* REQUIRED WORK: Entries follow. Return each line that contains the word "leave".

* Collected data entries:

----------

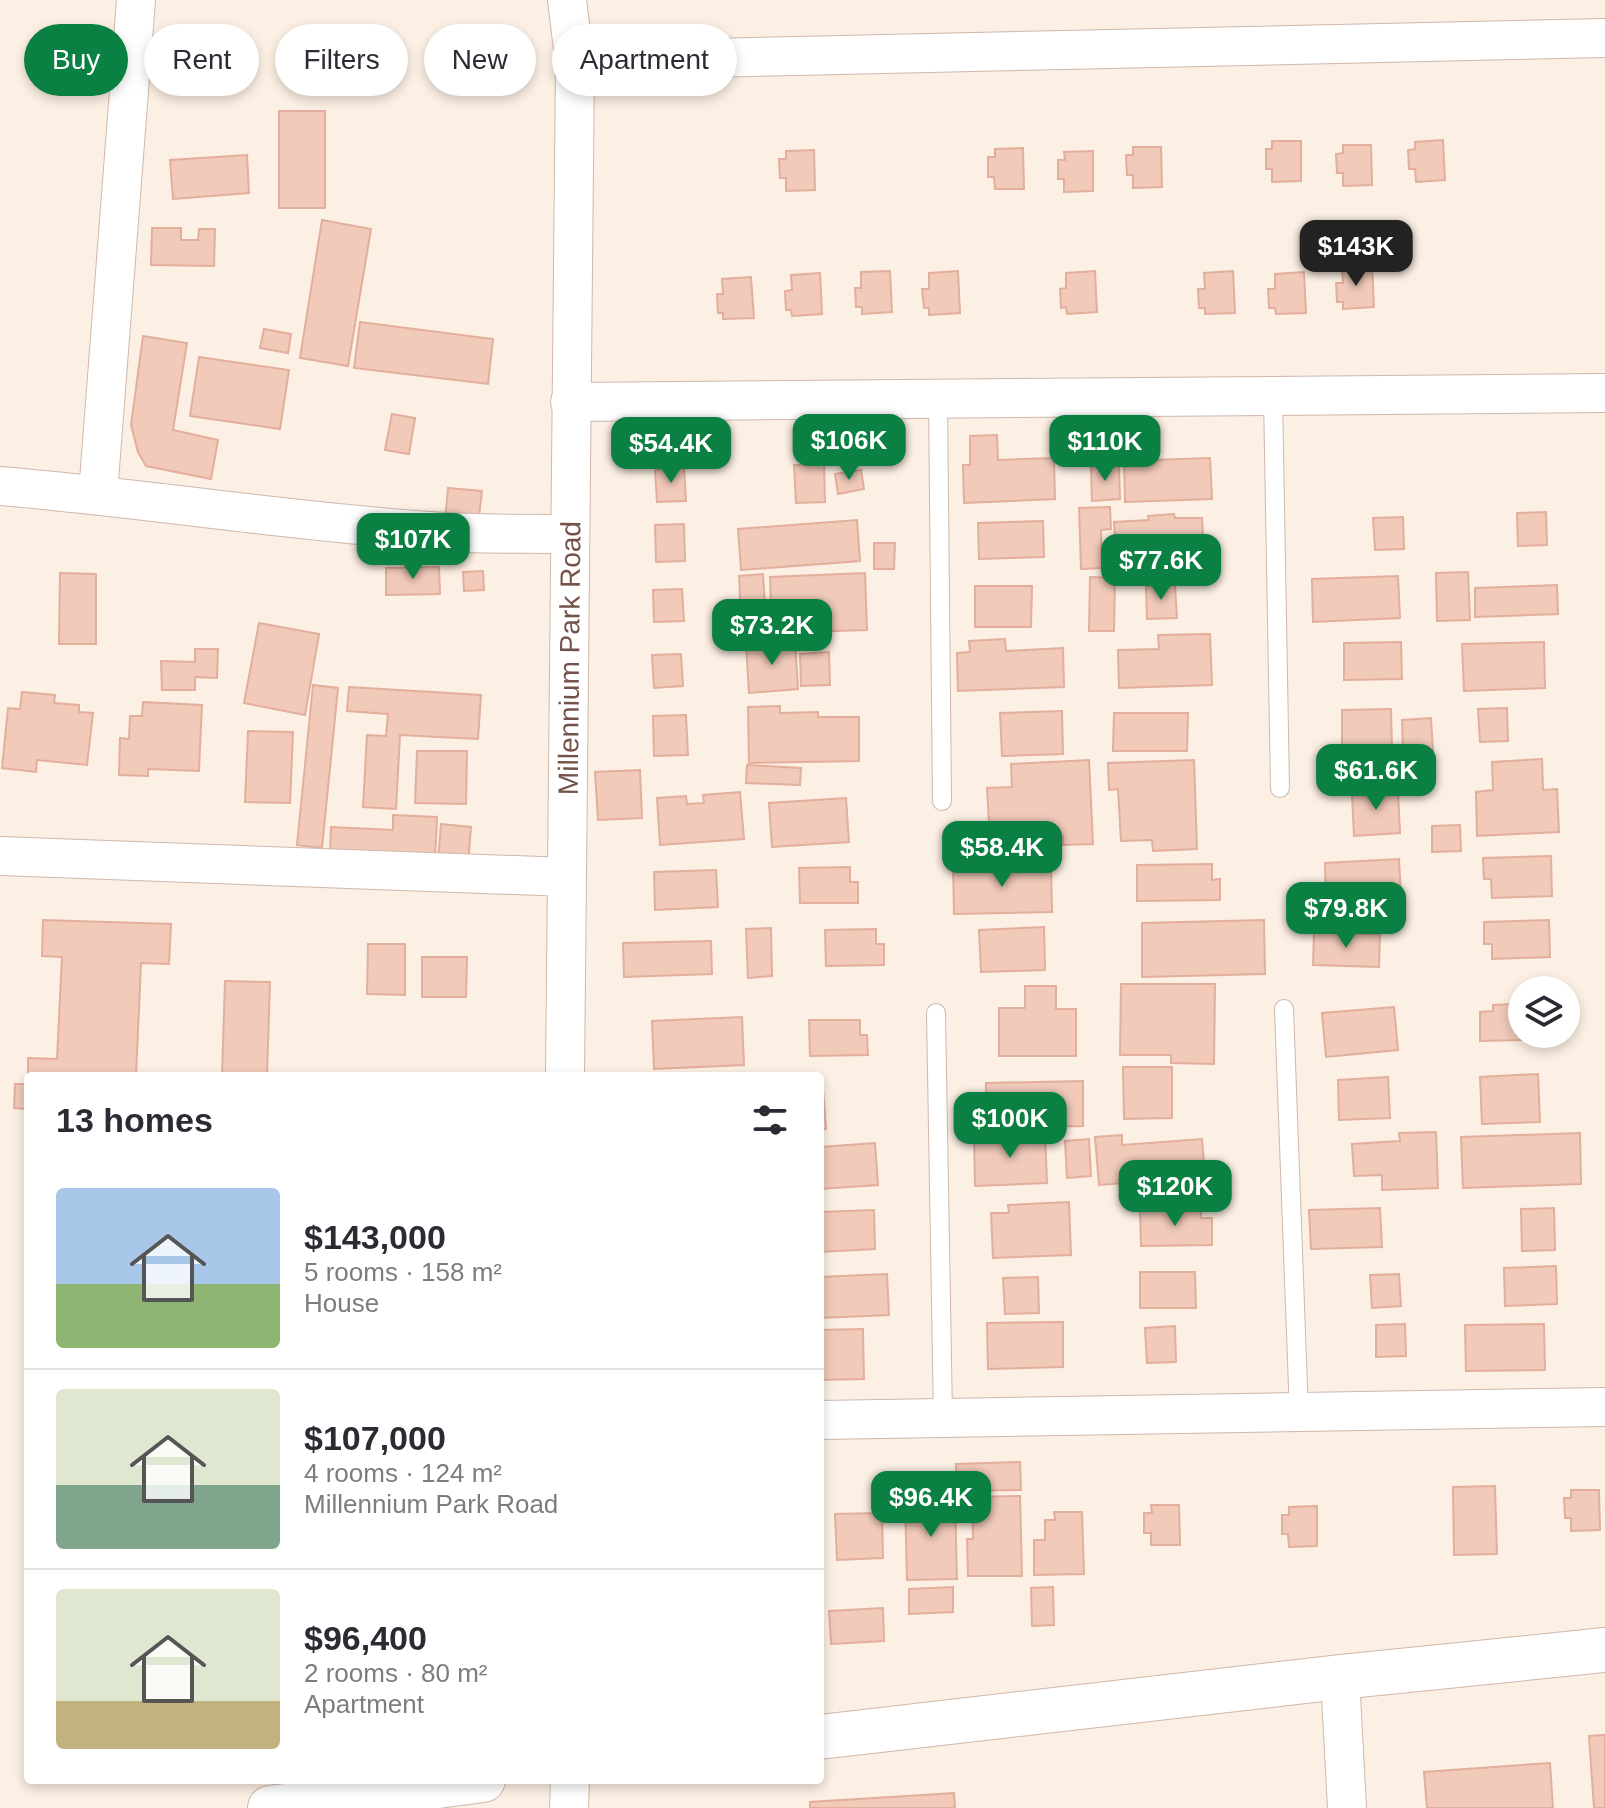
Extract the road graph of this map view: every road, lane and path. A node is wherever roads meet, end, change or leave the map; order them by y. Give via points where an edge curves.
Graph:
1 (136, 0) edge
2 (567, 0) edge
3 (570, 24) edge
4 (1605, 38) edge
5 (737, 57) edge
6 (575, 96) edge
7 (1605, 393) edge
8 (1273, 395) junction
9 (938, 397) junction
10 (570, 402) junction
11 (0, 486) edge
12 (98, 494) junction
13 (569, 534) junction
14 (1280, 788) dead end
15 (942, 801) dead end
16 (0, 856) edge
17 (567, 877) junction
18 (1284, 1009) dead end
19 (936, 1013) dead end
20 (565, 1072) edge
21 (1605, 1407) edge
22 (1299, 1414) junction
23 (943, 1418) junction
24 (824, 1420) edge
25 (1605, 1650) edge
26 (1340, 1677) junction
27 (824, 1737) edge
28 (453, 1784) edge
29 (570, 1784) edge
30 (270, 1808) edge
31 (569, 1808) edge
32 (1347, 1808) edge

1 - 12 street
2 - 3 street, Millennium Park Road
4 - 5 street
6 - 10 street, Millennium Park Road
7 - 8 street
8 - 9 street
8 - 14 lane
9 - 10 street
9 - 15 lane
10 - 13 street, Millennium Park Road
11 - 12 street
12 - 13 street via 434,532
13 - 17 street, Millennium Park Road
16 - 17 street
17 - 20 street, Millennium Park Road
18 - 22 lane
19 - 23 lane
21 - 22 street
22 - 23 street
23 - 24 street
25 - 26 street
26 - 27 street
26 - 32 street
28 - 30 street
29 - 31 street

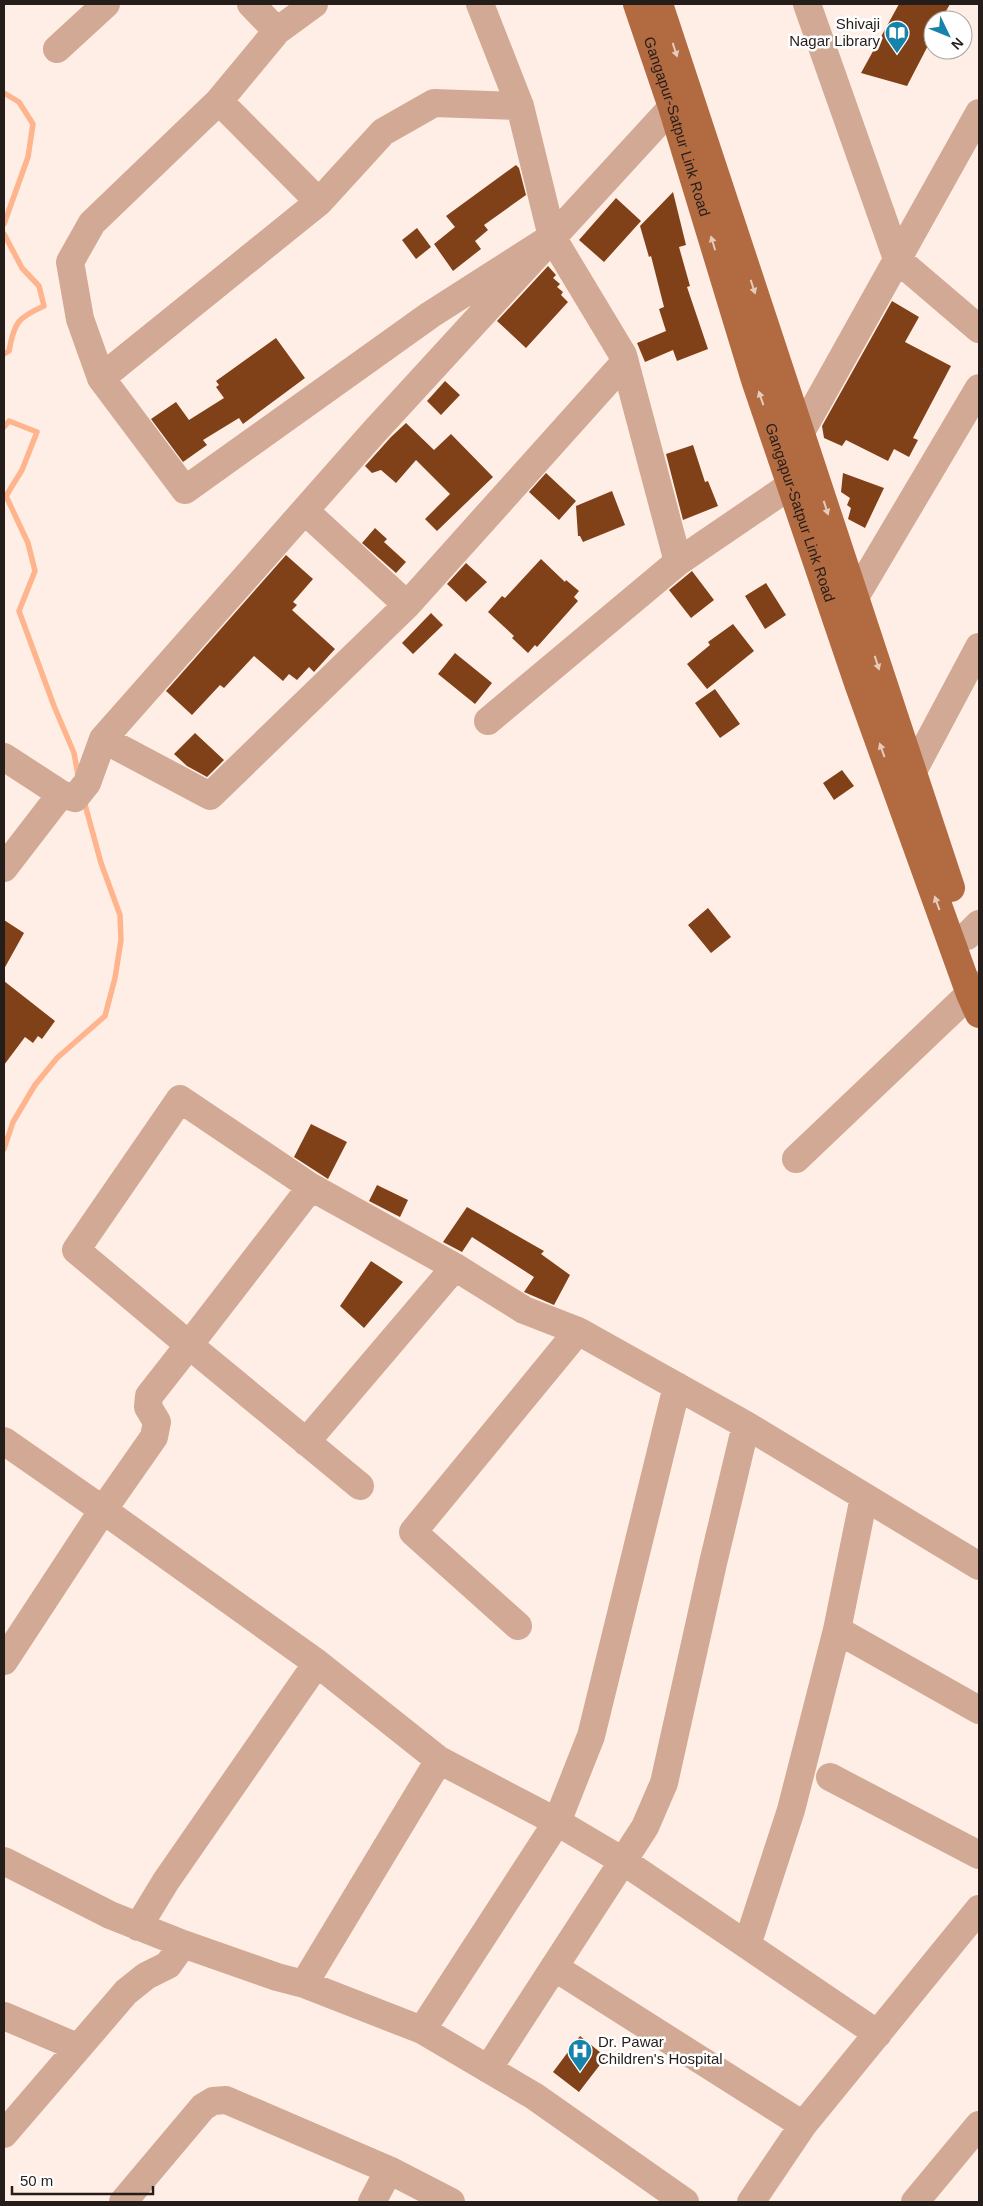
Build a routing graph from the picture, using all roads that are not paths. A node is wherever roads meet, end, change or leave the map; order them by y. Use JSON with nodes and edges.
{"nodes":[{"id":1,"x":106,"y":4,"type":"edge"},
{"id":2,"x":251,"y":4,"type":"edge"},
{"id":3,"x":314,"y":4,"type":"edge"},
{"id":4,"x":480,"y":4,"type":"edge"},
{"id":5,"x":636,"y":4,"type":"edge"},
{"id":6,"x":659,"y":4,"type":"edge"},
{"id":7,"x":807,"y":4,"type":"edge"},
{"id":8,"x":277,"y":31,"type":"junction"},
{"id":9,"x":57,"y":49,"type":"dead end"},
{"id":10,"x":680,"y":99,"type":"junction"},
{"id":11,"x":219,"y":101,"type":"junction"},
{"id":12,"x":520,"y":106,"type":"junction"},
{"id":13,"x":979,"y":113,"type":"edge"},
{"id":14,"x":319,"y":202,"type":"junction"},
{"id":15,"x":552,"y":237,"type":"junction"},
{"id":16,"x":897,"y":259,"type":"junction"},
{"id":17,"x":979,"y":329,"type":"edge"},
{"id":18,"x":625,"y":362,"type":"junction"},
{"id":19,"x":101,"y":378,"type":"junction"},
{"id":20,"x":979,"y":388,"type":"edge"},
{"id":21,"x":801,"y":432,"type":"junction"},
{"id":22,"x":803,"y":479,"type":"junction"},
{"id":23,"x":305,"y":511,"type":"junction"},
{"id":24,"x":678,"y":562,"type":"junction"},
{"id":25,"x":844,"y":602,"type":"junction"},
{"id":26,"x":407,"y":605,"type":"junction"},
{"id":27,"x":979,"y":647,"type":"edge"},
{"id":28,"x":488,"y":721,"type":"dead end"},
{"id":29,"x":103,"y":740,"type":"junction"},
{"id":30,"x":4,"y":758,"type":"edge"},
{"id":31,"x":913,"y":771,"type":"junction"},
{"id":32,"x":74,"y":791,"type":"junction"},
{"id":33,"x":4,"y":868,"type":"edge"},
{"id":34,"x":973,"y":930,"type":"edge"},
{"id":35,"x":977,"y":991,"type":"edge"},
{"id":36,"x":796,"y":1159,"type":"dead end"},
{"id":37,"x":311,"y":1187,"type":"junction"},
{"id":38,"x":454,"y":1267,"type":"junction"},
{"id":39,"x":578,"y":1331,"type":"junction"},
{"id":40,"x":189,"y":1345,"type":"junction"},
{"id":41,"x":677,"y":1386,"type":"junction"},
{"id":42,"x":746,"y":1425,"type":"junction"},
{"id":43,"x":4,"y":1441,"type":"edge"},
{"id":44,"x":306,"y":1442,"type":"junction"},
{"id":45,"x":360,"y":1486,"type":"dead end"},
{"id":46,"x":864,"y":1497,"type":"junction"},
{"id":47,"x":103,"y":1510,"type":"junction"},
{"id":48,"x":979,"y":1566,"type":"edge"},
{"id":49,"x":518,"y":1626,"type":"dead end"},
{"id":50,"x":837,"y":1630,"type":"junction"},
{"id":51,"x":4,"y":1661,"type":"edge"},
{"id":52,"x":317,"y":1663,"type":"junction"},
{"id":53,"x":979,"y":1710,"type":"edge"},
{"id":54,"x":439,"y":1760,"type":"junction"},
{"id":55,"x":830,"y":1777,"type":"dead end"},
{"id":56,"x":557,"y":1822,"type":"junction"},
{"id":57,"x":979,"y":1855,"type":"edge"},
{"id":58,"x":4,"y":1861,"type":"edge"},
{"id":59,"x":623,"y":1861,"type":"junction"},
{"id":60,"x":979,"y":1909,"type":"edge"},
{"id":61,"x":138,"y":1927,"type":"junction"},
{"id":62,"x":183,"y":1944,"type":"junction"},
{"id":63,"x":747,"y":1945,"type":"junction"},
{"id":64,"x":554,"y":1967,"type":"junction"},
{"id":65,"x":304,"y":1984,"type":"junction"},
{"id":66,"x":4,"y":2016,"type":"edge"},
{"id":67,"x":422,"y":2030,"type":"junction"},
{"id":68,"x":878,"y":2034,"type":"junction"},
{"id":69,"x":77,"y":2047,"type":"junction"},
{"id":70,"x":488,"y":2069,"type":"junction"},
{"id":71,"x":803,"y":2125,"type":"junction"},
{"id":72,"x":979,"y":2125,"type":"edge"},
{"id":73,"x":4,"y":2134,"type":"edge"},
{"id":74,"x":388,"y":2170,"type":"junction"},
{"id":75,"x":123,"y":2202,"type":"edge"},
{"id":76,"x":372,"y":2202,"type":"edge"},
{"id":77,"x":451,"y":2202,"type":"edge"},
{"id":78,"x":685,"y":2202,"type":"edge"},
{"id":79,"x":751,"y":2202,"type":"edge"},
{"id":80,"x":915,"y":2202,"type":"edge"}],
"edges":[{"from":1,"to":9,"type":"street"},
{"from":2,"to":8,"type":"street"},
{"from":3,"to":8,"type":"street"},
{"from":4,"to":12,"type":"street"},
{"from":5,"to":10,"type":"main road","name":"Gangapur-Satpur Link Road"},
{"from":6,"to":10,"type":"main road","name":"Gangapur-Satpur Link Road","one_way":true},
{"from":7,"to":16,"type":"street"},
{"from":8,"to":11,"type":"street"},
{"from":10,"to":15,"type":"street"},
{"from":10,"to":21,"type":"main road","name":"Gangapur-Satpur Link Road","one_way":true},
{"from":22,"to":10,"type":"main road","name":"Gangapur-Satpur Link Road","one_way":true},
{"from":11,"to":14,"type":"street"},
{"from":11,"to":19,"type":"street"},
{"from":12,"to":14,"type":"street"},
{"from":12,"to":15,"type":"street"},
{"from":13,"to":16,"type":"street"},
{"from":14,"to":19,"type":"street"},
{"from":15,"to":18,"type":"street"},
{"from":15,"to":19,"type":"street"},
{"from":15,"to":23,"type":"street"},
{"from":16,"to":17,"type":"street"},
{"from":16,"to":21,"type":"street"},
{"from":18,"to":24,"type":"street"},
{"from":18,"to":26,"type":"street"},
{"from":20,"to":25,"type":"street"},
{"from":21,"to":22,"type":"main road","name":"Gangapur-Satpur Link Road"},
{"from":22,"to":24,"type":"street"},
{"from":22,"to":25,"type":"main road","name":"Gangapur-Satpur Link Road"},
{"from":23,"to":26,"type":"street"},
{"from":23,"to":29,"type":"street"},
{"from":24,"to":28,"type":"street"},
{"from":25,"to":31,"type":"main road","name":"Gangapur-Satpur Link Road","one_way":true},
{"from":35,"to":25,"type":"main road","name":"Gangapur-Satpur Link Road","one_way":true},
{"from":26,"to":29,"type":"street"},
{"from":27,"to":31,"type":"street"},
{"from":29,"to":32,"type":"street"},
{"from":30,"to":32,"type":"street"},
{"from":31,"to":34,"type":"main road","name":"Gangapur-Satpur Link Road"},
{"from":32,"to":33,"type":"street"},
{"from":34,"to":35,"type":"main road","name":"Gangapur-Satpur Link Road"},
{"from":35,"to":36,"type":"street"},
{"from":37,"to":38,"type":"street"},
{"from":37,"to":40,"type":"street"},
{"from":37,"to":40,"type":"street"},
{"from":38,"to":39,"type":"street"},
{"from":38,"to":44,"type":"street"},
{"from":39,"to":41,"type":"street"},
{"from":39,"to":49,"type":"street"},
{"from":40,"to":44,"type":"street"},
{"from":40,"to":47,"type":"street"},
{"from":41,"to":42,"type":"street"},
{"from":41,"to":56,"type":"street"},
{"from":42,"to":46,"type":"street"},
{"from":42,"to":59,"type":"street"},
{"from":43,"to":47,"type":"street"},
{"from":44,"to":45,"type":"street"},
{"from":46,"to":48,"type":"street"},
{"from":46,"to":50,"type":"street"},
{"from":47,"to":51,"type":"street"},
{"from":47,"to":52,"type":"street"},
{"from":50,"to":53,"type":"street"},
{"from":50,"to":63,"type":"street"},
{"from":52,"to":54,"type":"street"},
{"from":52,"to":61,"type":"street"},
{"from":54,"to":56,"type":"street"},
{"from":54,"to":65,"type":"street"},
{"from":55,"to":57,"type":"street"},
{"from":56,"to":59,"type":"street"},
{"from":56,"to":67,"type":"street"},
{"from":58,"to":61,"type":"street"},
{"from":59,"to":63,"type":"street"},
{"from":59,"to":64,"type":"street"},
{"from":60,"to":68,"type":"street"},
{"from":61,"to":62,"type":"street"},
{"from":62,"to":65,"type":"street"},
{"from":62,"to":69,"type":"street"},
{"from":63,"to":68,"type":"street"},
{"from":64,"to":70,"type":"street"},
{"from":64,"to":71,"type":"street"},
{"from":65,"to":67,"type":"street"},
{"from":66,"to":69,"type":"street"},
{"from":67,"to":70,"type":"street"},
{"from":68,"to":71,"type":"street"},
{"from":69,"to":73,"type":"street"},
{"from":70,"to":78,"type":"street"},
{"from":71,"to":79,"type":"street"},
{"from":72,"to":80,"type":"street"},
{"from":74,"to":75,"type":"street"},
{"from":74,"to":76,"type":"street"},
{"from":74,"to":77,"type":"street"}]}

----------

* REPLY:
Extract the road graph of this map view: every road, lane and path. A node is wherever roads meet, end, change or leave the map; order them by y. Give via points where an edge curves.
Build a routing graph from the picture, using all roads that are not paths. A node is wherever roads meet, end, change or leave the map; order them by y. Use JSON with nodes and edges.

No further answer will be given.